Sin embargo, cuando se analiza la ubicación geográfica de los homicidios se encuentra que los sitios con mayores indicadores de pobreza y pobreza extrema también son los lugares donde se cometen la mayor cantidad de homicidios en la capital vallecaucana. Un análisis para el año 2013 que realicé en la Universidad Javeriana Cali encuentra que el 95% de las muertes violentas en Cali se registraron en las comunas con mayor incidencia de pobreza en la ciudad. De modo que si el narcotráfico ha determinado en gran proporción el fenómeno homicida, la explicación queda incompleta si no se incorpora como determinante un entorno generoso que facilita las expresiones de criminalidad: la pobreza, que aquí no se entiende como una simple ausencia de ingresos suficientes sino como una precaria capacidad del Estado para hacer una provisión apropiada de bienes públicos. Y esto tiene una forma de verse algo menos abstracta: las empresas criminales, como cualquier empresa, busca obtener el máximo beneficio posible a través del mínimo costo posible y en las localidades más pobres encontrarán mano de obra barata, que ante la incapacidad de acceder al mercado laboral o a la educación, vende su fuerza de trabajo a bajos costos. No sea extraño entonces ver a las pandillas juveniles ponerse al servicio de las empresas criminales, ¿y quiénes conforman esas pandillas? Jóvenes vulnerables, generalmente.

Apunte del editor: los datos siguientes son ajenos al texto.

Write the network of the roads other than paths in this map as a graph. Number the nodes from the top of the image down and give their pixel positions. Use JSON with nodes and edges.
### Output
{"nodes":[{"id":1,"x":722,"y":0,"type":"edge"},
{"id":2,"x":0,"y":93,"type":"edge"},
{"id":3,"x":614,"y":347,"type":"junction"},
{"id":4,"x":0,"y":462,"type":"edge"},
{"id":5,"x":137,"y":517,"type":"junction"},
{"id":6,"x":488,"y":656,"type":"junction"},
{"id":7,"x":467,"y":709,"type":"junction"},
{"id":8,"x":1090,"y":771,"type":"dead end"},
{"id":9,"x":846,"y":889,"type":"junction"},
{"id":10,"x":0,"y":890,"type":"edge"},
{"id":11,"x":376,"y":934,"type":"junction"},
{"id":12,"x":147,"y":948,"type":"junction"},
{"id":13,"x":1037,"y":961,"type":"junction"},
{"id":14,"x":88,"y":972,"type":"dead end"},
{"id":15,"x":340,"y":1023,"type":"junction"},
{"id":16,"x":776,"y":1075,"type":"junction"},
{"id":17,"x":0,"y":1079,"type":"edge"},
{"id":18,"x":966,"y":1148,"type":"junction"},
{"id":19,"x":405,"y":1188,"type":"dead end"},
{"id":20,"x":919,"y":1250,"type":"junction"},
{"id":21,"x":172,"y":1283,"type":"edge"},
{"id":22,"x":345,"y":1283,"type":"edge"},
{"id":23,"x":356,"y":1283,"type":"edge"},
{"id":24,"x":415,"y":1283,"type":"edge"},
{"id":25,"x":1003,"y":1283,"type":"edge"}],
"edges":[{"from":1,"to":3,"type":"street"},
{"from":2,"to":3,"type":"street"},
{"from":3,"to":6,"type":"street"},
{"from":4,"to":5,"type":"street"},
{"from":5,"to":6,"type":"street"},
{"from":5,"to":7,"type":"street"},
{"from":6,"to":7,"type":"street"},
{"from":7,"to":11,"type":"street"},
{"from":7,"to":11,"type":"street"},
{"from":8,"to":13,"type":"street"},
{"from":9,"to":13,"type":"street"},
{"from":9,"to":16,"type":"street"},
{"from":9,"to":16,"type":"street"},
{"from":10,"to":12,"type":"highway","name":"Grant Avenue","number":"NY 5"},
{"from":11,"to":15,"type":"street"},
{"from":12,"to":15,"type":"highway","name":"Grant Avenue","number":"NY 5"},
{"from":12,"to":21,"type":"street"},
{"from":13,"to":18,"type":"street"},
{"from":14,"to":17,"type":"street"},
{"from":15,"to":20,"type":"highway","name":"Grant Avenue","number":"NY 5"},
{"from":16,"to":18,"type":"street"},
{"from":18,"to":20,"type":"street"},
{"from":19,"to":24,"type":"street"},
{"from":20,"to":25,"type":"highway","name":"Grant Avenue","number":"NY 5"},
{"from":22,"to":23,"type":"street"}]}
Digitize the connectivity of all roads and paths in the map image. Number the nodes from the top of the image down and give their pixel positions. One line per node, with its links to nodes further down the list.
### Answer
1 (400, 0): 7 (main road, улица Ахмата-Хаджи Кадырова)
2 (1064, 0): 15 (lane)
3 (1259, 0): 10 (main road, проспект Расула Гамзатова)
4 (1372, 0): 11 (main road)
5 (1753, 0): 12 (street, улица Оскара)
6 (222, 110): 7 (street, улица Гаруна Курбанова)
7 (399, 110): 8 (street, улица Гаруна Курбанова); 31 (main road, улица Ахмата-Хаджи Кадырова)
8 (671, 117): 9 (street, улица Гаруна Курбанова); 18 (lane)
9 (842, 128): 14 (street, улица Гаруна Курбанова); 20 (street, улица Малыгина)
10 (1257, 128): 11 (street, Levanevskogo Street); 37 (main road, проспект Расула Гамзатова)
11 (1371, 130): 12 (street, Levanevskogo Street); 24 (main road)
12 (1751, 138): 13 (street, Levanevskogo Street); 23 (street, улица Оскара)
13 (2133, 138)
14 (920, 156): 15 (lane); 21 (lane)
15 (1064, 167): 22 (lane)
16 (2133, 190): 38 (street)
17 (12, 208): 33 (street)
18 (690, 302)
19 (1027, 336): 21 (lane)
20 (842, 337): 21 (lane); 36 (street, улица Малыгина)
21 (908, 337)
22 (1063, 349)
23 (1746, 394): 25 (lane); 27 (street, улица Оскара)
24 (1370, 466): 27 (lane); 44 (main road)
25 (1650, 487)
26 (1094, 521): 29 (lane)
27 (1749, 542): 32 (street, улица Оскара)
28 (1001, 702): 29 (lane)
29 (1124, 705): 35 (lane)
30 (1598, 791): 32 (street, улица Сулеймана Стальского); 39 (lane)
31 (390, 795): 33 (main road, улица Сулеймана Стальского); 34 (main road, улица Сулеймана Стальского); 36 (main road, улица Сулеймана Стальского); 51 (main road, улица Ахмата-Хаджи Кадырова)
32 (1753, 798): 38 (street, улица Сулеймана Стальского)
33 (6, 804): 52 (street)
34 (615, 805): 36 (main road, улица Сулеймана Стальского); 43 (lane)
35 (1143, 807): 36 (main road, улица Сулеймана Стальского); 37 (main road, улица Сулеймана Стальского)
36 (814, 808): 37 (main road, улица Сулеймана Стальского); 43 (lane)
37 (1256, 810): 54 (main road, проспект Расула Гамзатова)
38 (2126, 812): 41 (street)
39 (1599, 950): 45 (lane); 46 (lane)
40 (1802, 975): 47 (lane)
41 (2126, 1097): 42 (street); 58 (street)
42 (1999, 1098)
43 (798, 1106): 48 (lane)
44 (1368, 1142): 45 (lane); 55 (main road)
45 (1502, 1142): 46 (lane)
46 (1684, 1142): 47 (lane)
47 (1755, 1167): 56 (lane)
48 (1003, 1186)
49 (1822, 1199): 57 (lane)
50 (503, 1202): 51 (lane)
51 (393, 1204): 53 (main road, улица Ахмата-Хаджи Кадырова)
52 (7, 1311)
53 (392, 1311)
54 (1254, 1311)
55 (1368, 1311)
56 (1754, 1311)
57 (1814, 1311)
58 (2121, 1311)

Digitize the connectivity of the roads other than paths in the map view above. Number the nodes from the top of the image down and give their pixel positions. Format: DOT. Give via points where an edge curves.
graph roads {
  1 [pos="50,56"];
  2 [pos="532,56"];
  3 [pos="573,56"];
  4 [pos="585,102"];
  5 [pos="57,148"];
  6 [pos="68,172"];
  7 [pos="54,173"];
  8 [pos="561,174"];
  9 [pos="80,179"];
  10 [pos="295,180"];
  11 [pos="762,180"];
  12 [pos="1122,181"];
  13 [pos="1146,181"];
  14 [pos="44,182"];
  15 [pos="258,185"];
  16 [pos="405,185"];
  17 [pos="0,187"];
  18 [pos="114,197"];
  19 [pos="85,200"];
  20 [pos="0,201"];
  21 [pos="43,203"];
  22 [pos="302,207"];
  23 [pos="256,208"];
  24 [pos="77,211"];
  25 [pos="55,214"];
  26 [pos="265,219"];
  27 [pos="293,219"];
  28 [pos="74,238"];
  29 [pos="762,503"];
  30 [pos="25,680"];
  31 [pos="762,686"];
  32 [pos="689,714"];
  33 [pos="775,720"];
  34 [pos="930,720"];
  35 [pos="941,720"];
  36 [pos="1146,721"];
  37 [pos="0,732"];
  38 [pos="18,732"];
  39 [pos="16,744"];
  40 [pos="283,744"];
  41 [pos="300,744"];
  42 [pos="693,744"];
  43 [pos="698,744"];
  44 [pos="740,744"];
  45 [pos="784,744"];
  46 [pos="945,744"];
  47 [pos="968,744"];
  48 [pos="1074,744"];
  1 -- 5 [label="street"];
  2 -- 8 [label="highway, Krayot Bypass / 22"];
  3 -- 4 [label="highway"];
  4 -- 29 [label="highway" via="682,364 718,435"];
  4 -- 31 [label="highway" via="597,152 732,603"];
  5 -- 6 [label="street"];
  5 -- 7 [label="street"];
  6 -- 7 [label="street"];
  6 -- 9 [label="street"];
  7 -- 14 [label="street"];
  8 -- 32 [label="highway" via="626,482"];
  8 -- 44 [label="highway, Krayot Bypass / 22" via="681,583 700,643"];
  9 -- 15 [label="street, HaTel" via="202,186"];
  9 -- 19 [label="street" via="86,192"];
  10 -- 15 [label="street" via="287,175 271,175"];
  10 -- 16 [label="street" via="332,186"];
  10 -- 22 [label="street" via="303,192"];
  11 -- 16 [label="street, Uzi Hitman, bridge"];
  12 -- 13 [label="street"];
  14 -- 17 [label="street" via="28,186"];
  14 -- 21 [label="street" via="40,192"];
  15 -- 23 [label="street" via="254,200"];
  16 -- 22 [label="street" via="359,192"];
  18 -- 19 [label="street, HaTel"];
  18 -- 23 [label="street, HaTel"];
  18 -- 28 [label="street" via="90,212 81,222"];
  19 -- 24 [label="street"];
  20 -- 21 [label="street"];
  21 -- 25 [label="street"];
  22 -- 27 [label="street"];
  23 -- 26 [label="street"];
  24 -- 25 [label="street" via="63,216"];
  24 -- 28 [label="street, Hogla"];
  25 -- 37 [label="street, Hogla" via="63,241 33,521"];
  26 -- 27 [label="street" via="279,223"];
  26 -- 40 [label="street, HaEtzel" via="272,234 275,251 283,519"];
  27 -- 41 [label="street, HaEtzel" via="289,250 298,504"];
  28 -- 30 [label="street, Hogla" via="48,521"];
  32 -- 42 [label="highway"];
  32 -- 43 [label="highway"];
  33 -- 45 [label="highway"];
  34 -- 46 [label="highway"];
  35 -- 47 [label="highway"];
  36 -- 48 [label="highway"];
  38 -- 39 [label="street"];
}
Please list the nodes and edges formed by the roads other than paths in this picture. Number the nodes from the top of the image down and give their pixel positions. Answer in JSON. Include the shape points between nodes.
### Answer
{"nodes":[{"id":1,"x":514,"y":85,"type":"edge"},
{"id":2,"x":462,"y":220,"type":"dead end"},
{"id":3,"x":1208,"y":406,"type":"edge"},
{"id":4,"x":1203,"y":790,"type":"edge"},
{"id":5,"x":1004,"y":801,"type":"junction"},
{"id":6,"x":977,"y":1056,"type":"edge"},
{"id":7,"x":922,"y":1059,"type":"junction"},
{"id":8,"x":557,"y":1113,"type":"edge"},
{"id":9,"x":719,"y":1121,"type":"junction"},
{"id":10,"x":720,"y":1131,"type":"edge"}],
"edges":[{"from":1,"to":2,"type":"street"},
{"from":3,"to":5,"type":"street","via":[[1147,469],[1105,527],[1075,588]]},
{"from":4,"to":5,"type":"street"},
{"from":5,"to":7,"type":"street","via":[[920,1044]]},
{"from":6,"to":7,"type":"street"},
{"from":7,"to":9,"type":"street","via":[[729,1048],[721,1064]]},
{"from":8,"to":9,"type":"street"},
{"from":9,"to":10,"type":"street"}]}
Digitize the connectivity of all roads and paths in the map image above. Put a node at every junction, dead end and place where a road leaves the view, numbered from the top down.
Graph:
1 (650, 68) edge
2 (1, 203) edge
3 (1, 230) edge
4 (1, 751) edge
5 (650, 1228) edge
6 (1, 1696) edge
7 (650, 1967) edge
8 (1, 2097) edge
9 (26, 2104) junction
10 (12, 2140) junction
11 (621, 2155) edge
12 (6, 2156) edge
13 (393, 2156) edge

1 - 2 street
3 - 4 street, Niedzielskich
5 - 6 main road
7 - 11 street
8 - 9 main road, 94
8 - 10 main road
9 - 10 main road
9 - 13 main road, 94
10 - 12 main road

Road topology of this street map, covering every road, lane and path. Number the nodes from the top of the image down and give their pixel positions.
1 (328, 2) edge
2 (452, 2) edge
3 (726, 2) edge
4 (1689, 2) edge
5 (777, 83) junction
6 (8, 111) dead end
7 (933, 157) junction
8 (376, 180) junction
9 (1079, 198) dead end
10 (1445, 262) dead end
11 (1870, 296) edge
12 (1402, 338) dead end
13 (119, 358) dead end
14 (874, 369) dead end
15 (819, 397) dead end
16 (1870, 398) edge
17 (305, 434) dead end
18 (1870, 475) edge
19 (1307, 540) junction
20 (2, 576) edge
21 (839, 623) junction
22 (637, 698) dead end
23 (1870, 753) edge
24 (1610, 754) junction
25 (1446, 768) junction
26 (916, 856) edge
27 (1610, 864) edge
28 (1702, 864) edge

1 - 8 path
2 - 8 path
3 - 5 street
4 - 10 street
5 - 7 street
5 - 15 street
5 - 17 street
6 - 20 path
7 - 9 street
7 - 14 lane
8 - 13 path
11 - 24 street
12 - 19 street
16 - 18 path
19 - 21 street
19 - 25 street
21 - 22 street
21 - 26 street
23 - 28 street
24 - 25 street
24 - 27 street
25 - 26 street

Es cierto: Cali ha logrado reducir sus indicadores de violencia con relativo éxito en los últimos 20 años, al pasar de casi 90 muertes violentas por cada 100 mil habitantes a poco más de 60. No obstante, sigue siendo una cifra escandalosa y no permite celebración alguna. La realidad es que la criminalidad en la ciudad y la región aledaña tiene una fuerte relación con decisiones de políticas gubernamentales y con desajustes estructurales de la sociedad. De modo que nos encontramos ante dos posibles grandes verdades: en primer lugar, la guerra contra las drogas no se ganará por las vías militares sino por la misma lógica de los mercados, reduciendo de manera tal la rentabilidad que haga insostenible cualquier expresión de violencia para defender el negocio. Parece entonces que legalizar la marihuana, en principio, podría contribuir decisivamente en este sentido. Sin embargo, mientras ello ocurre, revisar la estrategia de seguridad de las autoridades y el diseño de más y mejores programas de inversión social focalizada en los territorios emergen como las alternativas para reducir los homicidios desde las estructuras mismas de la sociedad. Y en el caso de Palmira y Cali, es un compromiso que deben asumir el gobierno nacional junto a las administraciones departamental y municipales. Por ahora, Cali y alrededores parecen inmersas en el triste escenario del oratorio del río de los muertos, paradójicamente una obra musical con coro y orquesta estrenada el año pasado en esta misma ciudad.